Records shown section start

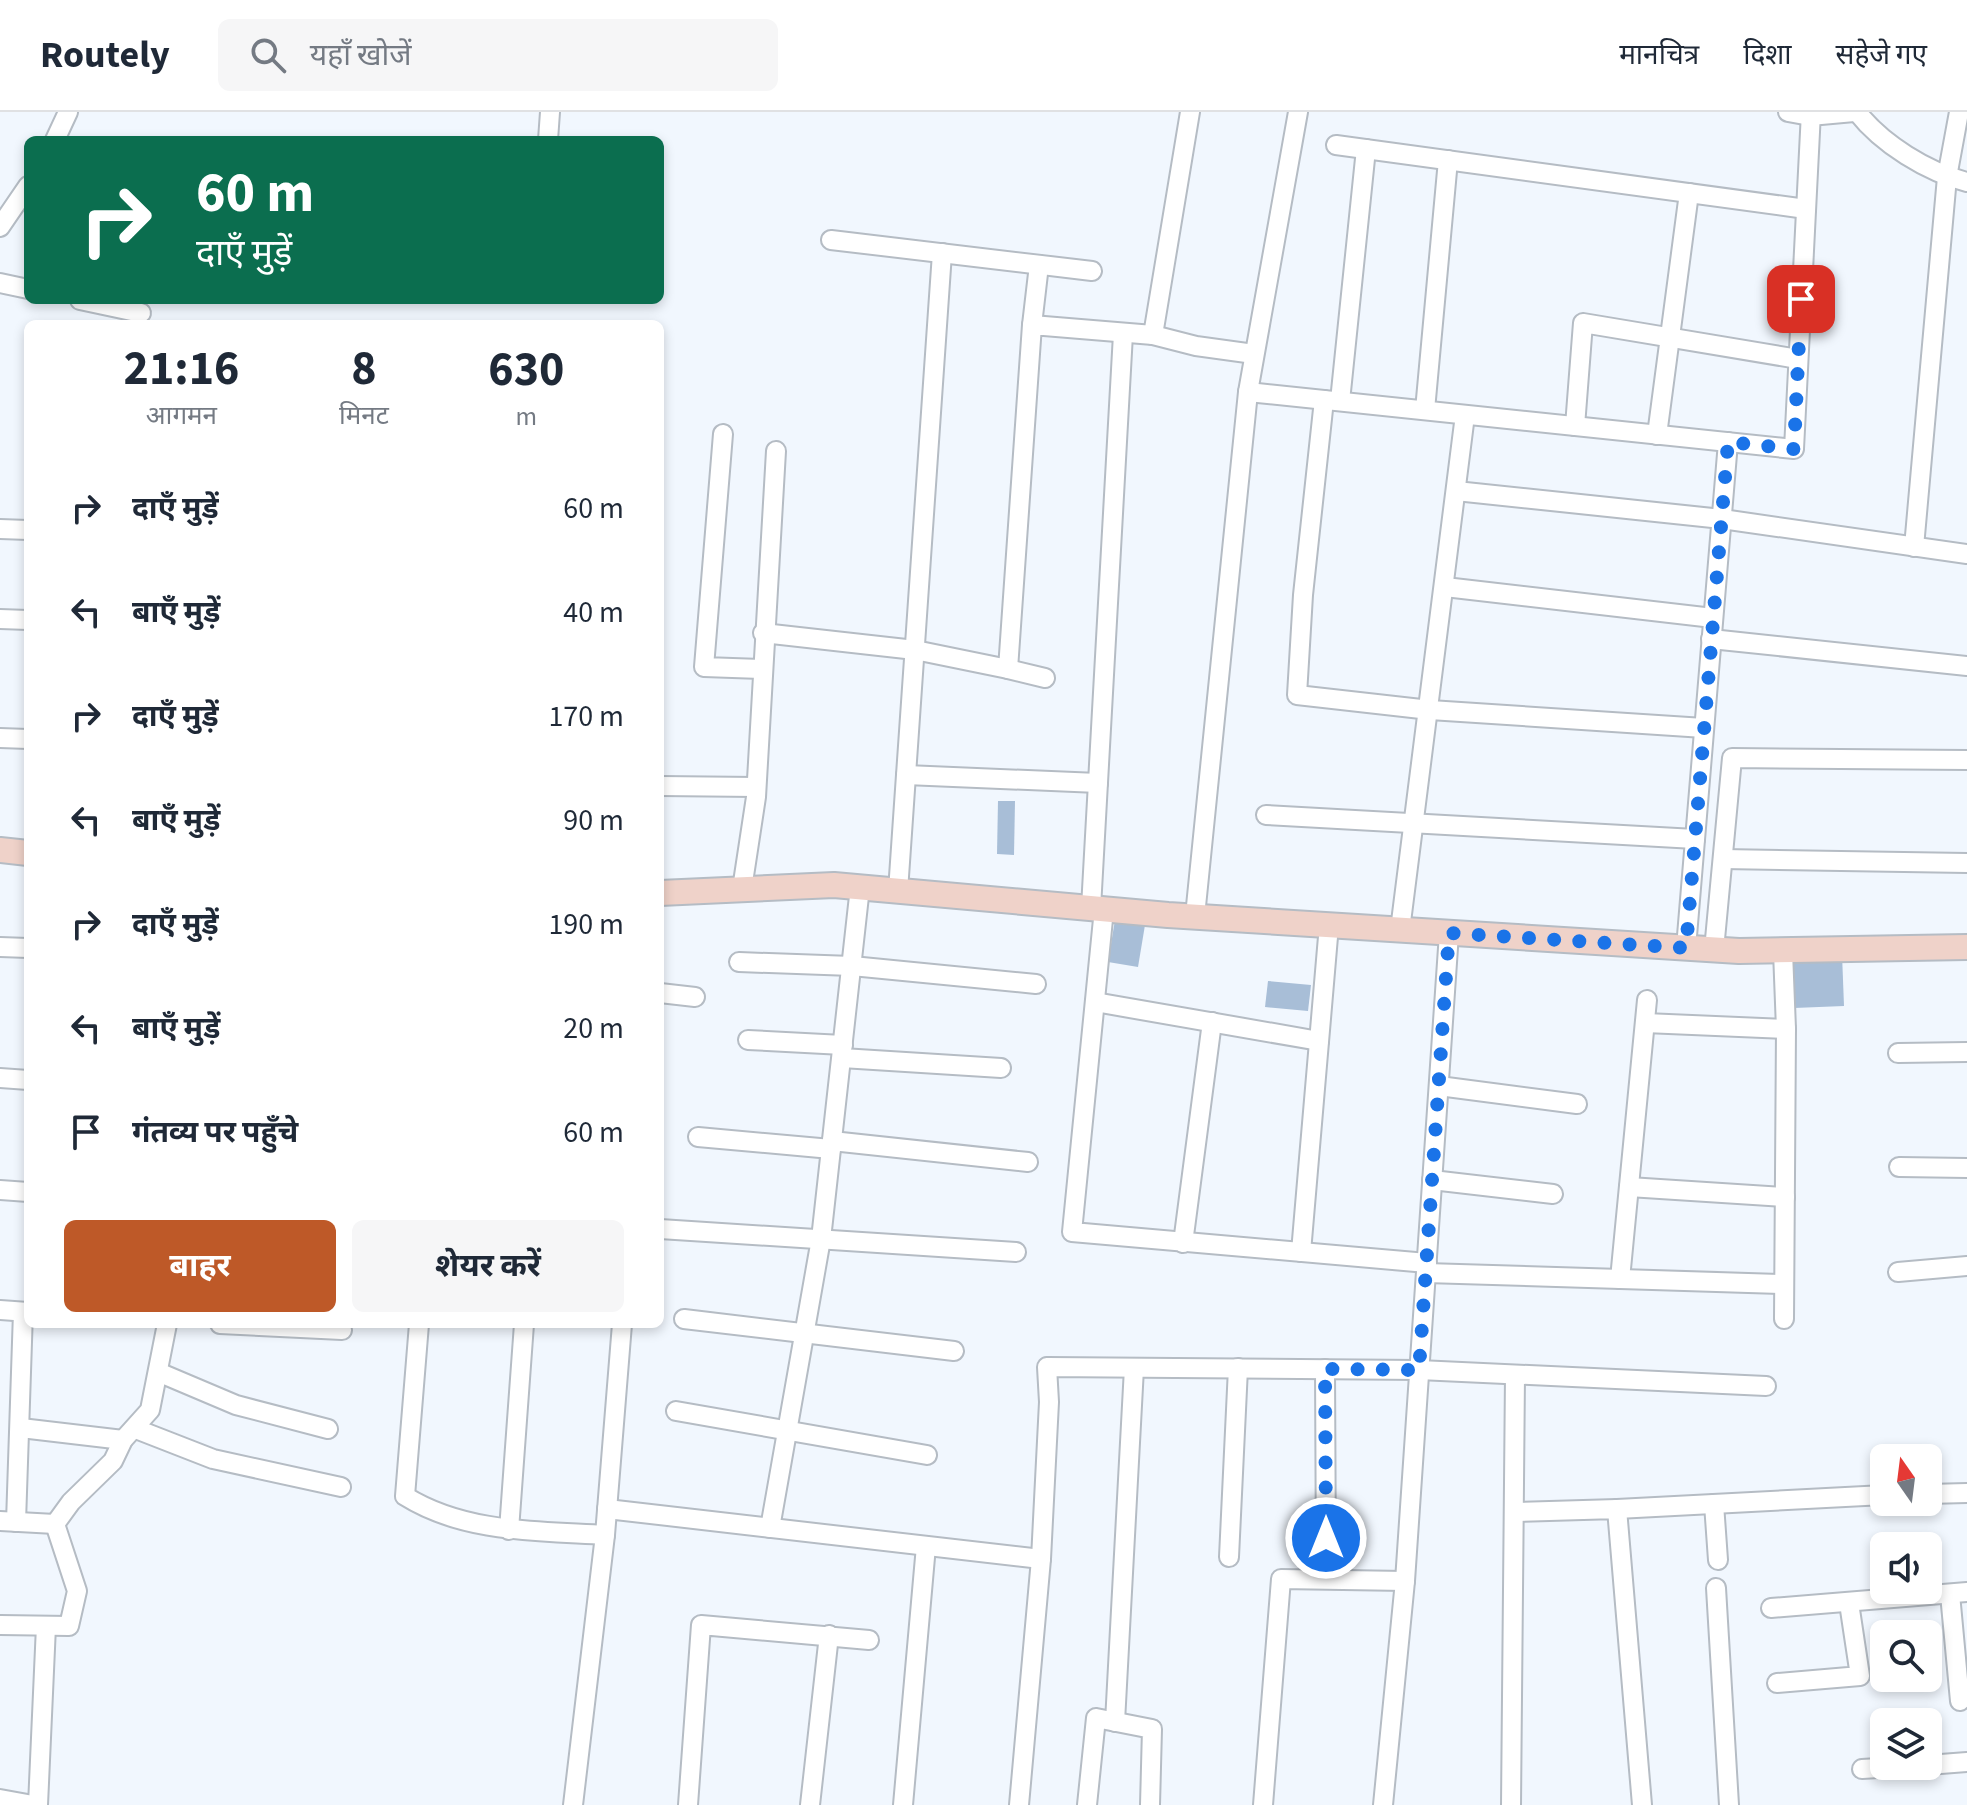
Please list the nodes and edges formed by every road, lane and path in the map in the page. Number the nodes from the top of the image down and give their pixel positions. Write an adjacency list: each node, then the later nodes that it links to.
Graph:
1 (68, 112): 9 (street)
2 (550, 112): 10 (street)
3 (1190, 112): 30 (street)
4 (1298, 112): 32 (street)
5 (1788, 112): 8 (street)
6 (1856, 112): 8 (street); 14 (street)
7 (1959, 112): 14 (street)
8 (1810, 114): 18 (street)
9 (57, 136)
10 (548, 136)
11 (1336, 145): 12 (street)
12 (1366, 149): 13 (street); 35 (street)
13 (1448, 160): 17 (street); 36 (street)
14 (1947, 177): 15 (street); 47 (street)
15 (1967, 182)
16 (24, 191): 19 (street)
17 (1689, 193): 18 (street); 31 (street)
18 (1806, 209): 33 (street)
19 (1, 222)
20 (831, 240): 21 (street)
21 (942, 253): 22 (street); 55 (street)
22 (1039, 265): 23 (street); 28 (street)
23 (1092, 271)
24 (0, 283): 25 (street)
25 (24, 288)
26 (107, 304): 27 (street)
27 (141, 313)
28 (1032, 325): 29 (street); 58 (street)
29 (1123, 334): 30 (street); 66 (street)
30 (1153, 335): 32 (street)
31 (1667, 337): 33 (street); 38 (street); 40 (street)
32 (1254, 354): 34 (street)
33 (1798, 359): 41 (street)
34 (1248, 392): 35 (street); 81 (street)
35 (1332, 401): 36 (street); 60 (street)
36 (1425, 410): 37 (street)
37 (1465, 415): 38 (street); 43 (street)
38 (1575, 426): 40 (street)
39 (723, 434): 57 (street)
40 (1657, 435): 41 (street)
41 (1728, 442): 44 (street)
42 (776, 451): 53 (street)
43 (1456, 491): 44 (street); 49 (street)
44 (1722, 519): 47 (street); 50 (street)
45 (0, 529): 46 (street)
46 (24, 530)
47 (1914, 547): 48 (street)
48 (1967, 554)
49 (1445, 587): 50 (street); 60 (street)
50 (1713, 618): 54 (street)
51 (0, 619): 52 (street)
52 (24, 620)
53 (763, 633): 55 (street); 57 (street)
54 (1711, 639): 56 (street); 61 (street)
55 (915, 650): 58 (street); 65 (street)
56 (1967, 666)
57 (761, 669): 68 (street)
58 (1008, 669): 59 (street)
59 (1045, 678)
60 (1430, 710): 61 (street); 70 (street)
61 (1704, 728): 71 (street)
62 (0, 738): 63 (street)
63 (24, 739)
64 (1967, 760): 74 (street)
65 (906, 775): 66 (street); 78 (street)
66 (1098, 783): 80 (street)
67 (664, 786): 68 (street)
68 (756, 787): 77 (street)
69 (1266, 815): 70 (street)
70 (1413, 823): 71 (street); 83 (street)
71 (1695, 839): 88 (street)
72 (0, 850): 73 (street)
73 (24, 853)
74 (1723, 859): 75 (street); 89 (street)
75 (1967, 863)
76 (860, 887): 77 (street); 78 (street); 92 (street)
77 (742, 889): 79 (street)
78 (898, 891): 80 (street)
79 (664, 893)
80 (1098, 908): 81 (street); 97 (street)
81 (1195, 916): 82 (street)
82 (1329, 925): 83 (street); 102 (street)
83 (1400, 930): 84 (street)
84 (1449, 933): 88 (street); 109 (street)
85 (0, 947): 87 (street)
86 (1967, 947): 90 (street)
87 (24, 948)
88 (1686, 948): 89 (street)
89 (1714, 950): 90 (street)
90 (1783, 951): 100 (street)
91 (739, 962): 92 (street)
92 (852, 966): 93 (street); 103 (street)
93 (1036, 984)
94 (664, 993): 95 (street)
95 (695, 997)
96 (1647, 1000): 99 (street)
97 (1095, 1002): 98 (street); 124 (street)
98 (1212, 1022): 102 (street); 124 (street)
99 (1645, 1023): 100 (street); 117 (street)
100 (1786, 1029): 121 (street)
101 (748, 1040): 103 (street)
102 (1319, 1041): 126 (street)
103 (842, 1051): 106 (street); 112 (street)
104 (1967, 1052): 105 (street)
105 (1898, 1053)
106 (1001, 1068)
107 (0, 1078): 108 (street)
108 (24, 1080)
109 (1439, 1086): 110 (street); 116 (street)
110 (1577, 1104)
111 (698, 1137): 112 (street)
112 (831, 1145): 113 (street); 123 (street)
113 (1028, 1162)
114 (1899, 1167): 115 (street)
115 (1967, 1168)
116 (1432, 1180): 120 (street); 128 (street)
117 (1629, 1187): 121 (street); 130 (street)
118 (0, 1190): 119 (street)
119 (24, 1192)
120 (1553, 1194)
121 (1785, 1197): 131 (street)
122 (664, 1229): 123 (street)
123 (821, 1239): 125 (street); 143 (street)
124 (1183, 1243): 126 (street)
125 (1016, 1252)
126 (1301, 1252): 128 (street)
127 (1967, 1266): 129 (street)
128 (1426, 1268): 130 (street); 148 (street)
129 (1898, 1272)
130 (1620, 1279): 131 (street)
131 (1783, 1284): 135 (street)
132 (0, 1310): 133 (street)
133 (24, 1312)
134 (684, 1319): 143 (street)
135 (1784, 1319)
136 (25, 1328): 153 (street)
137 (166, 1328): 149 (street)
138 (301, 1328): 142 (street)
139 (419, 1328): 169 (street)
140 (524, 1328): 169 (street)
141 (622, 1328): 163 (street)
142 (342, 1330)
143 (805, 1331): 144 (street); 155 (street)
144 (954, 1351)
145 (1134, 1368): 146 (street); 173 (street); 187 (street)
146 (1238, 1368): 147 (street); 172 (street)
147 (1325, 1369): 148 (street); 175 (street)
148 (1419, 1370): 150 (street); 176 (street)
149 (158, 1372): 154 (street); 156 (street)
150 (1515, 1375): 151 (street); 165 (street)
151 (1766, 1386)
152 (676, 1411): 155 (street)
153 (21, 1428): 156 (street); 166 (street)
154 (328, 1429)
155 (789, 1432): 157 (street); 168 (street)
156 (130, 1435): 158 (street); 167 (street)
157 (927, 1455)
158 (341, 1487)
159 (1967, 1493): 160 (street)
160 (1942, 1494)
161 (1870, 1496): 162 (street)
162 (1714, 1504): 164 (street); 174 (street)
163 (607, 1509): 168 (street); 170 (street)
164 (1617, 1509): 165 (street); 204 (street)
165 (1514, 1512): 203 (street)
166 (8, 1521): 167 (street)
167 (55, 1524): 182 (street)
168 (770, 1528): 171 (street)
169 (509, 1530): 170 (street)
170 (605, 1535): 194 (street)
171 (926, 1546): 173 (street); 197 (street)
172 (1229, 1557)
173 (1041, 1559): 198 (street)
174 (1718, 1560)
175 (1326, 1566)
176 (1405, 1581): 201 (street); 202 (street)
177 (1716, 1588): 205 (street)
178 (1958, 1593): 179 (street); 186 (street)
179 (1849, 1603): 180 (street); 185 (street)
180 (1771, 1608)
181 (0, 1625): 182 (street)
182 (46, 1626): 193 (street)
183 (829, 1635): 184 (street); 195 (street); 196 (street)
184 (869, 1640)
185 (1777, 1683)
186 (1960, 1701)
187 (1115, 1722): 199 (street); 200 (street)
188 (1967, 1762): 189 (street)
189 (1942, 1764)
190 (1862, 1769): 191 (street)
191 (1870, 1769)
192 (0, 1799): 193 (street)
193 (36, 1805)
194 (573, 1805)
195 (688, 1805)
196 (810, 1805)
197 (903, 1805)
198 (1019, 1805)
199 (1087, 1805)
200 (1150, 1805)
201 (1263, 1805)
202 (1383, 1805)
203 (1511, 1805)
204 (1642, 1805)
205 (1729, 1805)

Records shown section end

» **Work request**:
Transcribe the listing above verbatim. No picture belongs in the result.

» **Completed task**:
Please list the nodes and edges formed by every road, lane and path in the map in the page. Number the nodes from the top of the image down and give their pixel positions. Write an adjacency list: each node, then the later nodes that it links to.
Graph:
1 (68, 112): 9 (street)
2 (550, 112): 10 (street)
3 (1190, 112): 30 (street)
4 (1298, 112): 32 (street)
5 (1788, 112): 8 (street)
6 (1856, 112): 8 (street); 14 (street)
7 (1959, 112): 14 (street)
8 (1810, 114): 18 (street)
9 (57, 136)
10 (548, 136)
11 (1336, 145): 12 (street)
12 (1366, 149): 13 (street); 35 (street)
13 (1448, 160): 17 (street); 36 (street)
14 (1947, 177): 15 (street); 47 (street)
15 (1967, 182)
16 (24, 191): 19 (street)
17 (1689, 193): 18 (street); 31 (street)
18 (1806, 209): 33 (street)
19 (1, 222)
20 (831, 240): 21 (street)
21 (942, 253): 22 (street); 55 (street)
22 (1039, 265): 23 (street); 28 (street)
23 (1092, 271)
24 (0, 283): 25 (street)
25 (24, 288)
26 (107, 304): 27 (street)
27 (141, 313)
28 (1032, 325): 29 (street); 58 (street)
29 (1123, 334): 30 (street); 66 (street)
30 (1153, 335): 32 (street)
31 (1667, 337): 33 (street); 38 (street); 40 (street)
32 (1254, 354): 34 (street)
33 (1798, 359): 41 (street)
34 (1248, 392): 35 (street); 81 (street)
35 (1332, 401): 36 (street); 60 (street)
36 (1425, 410): 37 (street)
37 (1465, 415): 38 (street); 43 (street)
38 (1575, 426): 40 (street)
39 (723, 434): 57 (street)
40 (1657, 435): 41 (street)
41 (1728, 442): 44 (street)
42 (776, 451): 53 (street)
43 (1456, 491): 44 (street); 49 (street)
44 (1722, 519): 47 (street); 50 (street)
45 (0, 529): 46 (street)
46 (24, 530)
47 (1914, 547): 48 (street)
48 (1967, 554)
49 (1445, 587): 50 (street); 60 (street)
50 (1713, 618): 54 (street)
51 (0, 619): 52 (street)
52 (24, 620)
53 (763, 633): 55 (street); 57 (street)
54 (1711, 639): 56 (street); 61 (street)
55 (915, 650): 58 (street); 65 (street)
56 (1967, 666)
57 (761, 669): 68 (street)
58 (1008, 669): 59 (street)
59 (1045, 678)
60 (1430, 710): 61 (street); 70 (street)
61 (1704, 728): 71 (street)
62 (0, 738): 63 (street)
63 (24, 739)
64 (1967, 760): 74 (street)
65 (906, 775): 66 (street); 78 (street)
66 (1098, 783): 80 (street)
67 (664, 786): 68 (street)
68 (756, 787): 77 (street)
69 (1266, 815): 70 (street)
70 (1413, 823): 71 (street); 83 (street)
71 (1695, 839): 88 (street)
72 (0, 850): 73 (street)
73 (24, 853)
74 (1723, 859): 75 (street); 89 (street)
75 (1967, 863)
76 (860, 887): 77 (street); 78 (street); 92 (street)
77 (742, 889): 79 (street)
78 (898, 891): 80 (street)
79 (664, 893)
80 (1098, 908): 81 (street); 97 (street)
81 (1195, 916): 82 (street)
82 (1329, 925): 83 (street); 102 (street)
83 (1400, 930): 84 (street)
84 (1449, 933): 88 (street); 109 (street)
85 (0, 947): 87 (street)
86 (1967, 947): 90 (street)
87 (24, 948)
88 (1686, 948): 89 (street)
89 (1714, 950): 90 (street)
90 (1783, 951): 100 (street)
91 (739, 962): 92 (street)
92 (852, 966): 93 (street); 103 (street)
93 (1036, 984)
94 (664, 993): 95 (street)
95 (695, 997)
96 (1647, 1000): 99 (street)
97 (1095, 1002): 98 (street); 124 (street)
98 (1212, 1022): 102 (street); 124 (street)
99 (1645, 1023): 100 (street); 117 (street)
100 (1786, 1029): 121 (street)
101 (748, 1040): 103 (street)
102 (1319, 1041): 126 (street)
103 (842, 1051): 106 (street); 112 (street)
104 (1967, 1052): 105 (street)
105 (1898, 1053)
106 (1001, 1068)
107 (0, 1078): 108 (street)
108 (24, 1080)
109 (1439, 1086): 110 (street); 116 (street)
110 (1577, 1104)
111 (698, 1137): 112 (street)
112 (831, 1145): 113 (street); 123 (street)
113 (1028, 1162)
114 (1899, 1167): 115 (street)
115 (1967, 1168)
116 (1432, 1180): 120 (street); 128 (street)
117 (1629, 1187): 121 (street); 130 (street)
118 (0, 1190): 119 (street)
119 (24, 1192)
120 (1553, 1194)
121 (1785, 1197): 131 (street)
122 (664, 1229): 123 (street)
123 (821, 1239): 125 (street); 143 (street)
124 (1183, 1243): 126 (street)
125 (1016, 1252)
126 (1301, 1252): 128 (street)
127 (1967, 1266): 129 (street)
128 (1426, 1268): 130 (street); 148 (street)
129 (1898, 1272)
130 (1620, 1279): 131 (street)
131 (1783, 1284): 135 (street)
132 (0, 1310): 133 (street)
133 (24, 1312)
134 (684, 1319): 143 (street)
135 (1784, 1319)
136 (25, 1328): 153 (street)
137 (166, 1328): 149 (street)
138 (301, 1328): 142 (street)
139 (419, 1328): 169 (street)
140 (524, 1328): 169 (street)
141 (622, 1328): 163 (street)
142 (342, 1330)
143 (805, 1331): 144 (street); 155 (street)
144 (954, 1351)
145 (1134, 1368): 146 (street); 173 (street); 187 (street)
146 (1238, 1368): 147 (street); 172 (street)
147 (1325, 1369): 148 (street); 175 (street)
148 (1419, 1370): 150 (street); 176 (street)
149 (158, 1372): 154 (street); 156 (street)
150 (1515, 1375): 151 (street); 165 (street)
151 (1766, 1386)
152 (676, 1411): 155 (street)
153 (21, 1428): 156 (street); 166 (street)
154 (328, 1429)
155 (789, 1432): 157 (street); 168 (street)
156 (130, 1435): 158 (street); 167 (street)
157 (927, 1455)
158 (341, 1487)
159 (1967, 1493): 160 (street)
160 (1942, 1494)
161 (1870, 1496): 162 (street)
162 (1714, 1504): 164 (street); 174 (street)
163 (607, 1509): 168 (street); 170 (street)
164 (1617, 1509): 165 (street); 204 (street)
165 (1514, 1512): 203 (street)
166 (8, 1521): 167 (street)
167 (55, 1524): 182 (street)
168 (770, 1528): 171 (street)
169 (509, 1530): 170 (street)
170 (605, 1535): 194 (street)
171 (926, 1546): 173 (street); 197 (street)
172 (1229, 1557)
173 (1041, 1559): 198 (street)
174 (1718, 1560)
175 (1326, 1566)
176 (1405, 1581): 201 (street); 202 (street)
177 (1716, 1588): 205 (street)
178 (1958, 1593): 179 (street); 186 (street)
179 (1849, 1603): 180 (street); 185 (street)
180 (1771, 1608)
181 (0, 1625): 182 (street)
182 (46, 1626): 193 (street)
183 (829, 1635): 184 (street); 195 (street); 196 (street)
184 (869, 1640)
185 (1777, 1683)
186 (1960, 1701)
187 (1115, 1722): 199 (street); 200 (street)
188 (1967, 1762): 189 (street)
189 (1942, 1764)
190 (1862, 1769): 191 (street)
191 (1870, 1769)
192 (0, 1799): 193 (street)
193 (36, 1805)
194 (573, 1805)
195 (688, 1805)
196 (810, 1805)
197 (903, 1805)
198 (1019, 1805)
199 (1087, 1805)
200 (1150, 1805)
201 (1263, 1805)
202 (1383, 1805)
203 (1511, 1805)
204 (1642, 1805)
205 (1729, 1805)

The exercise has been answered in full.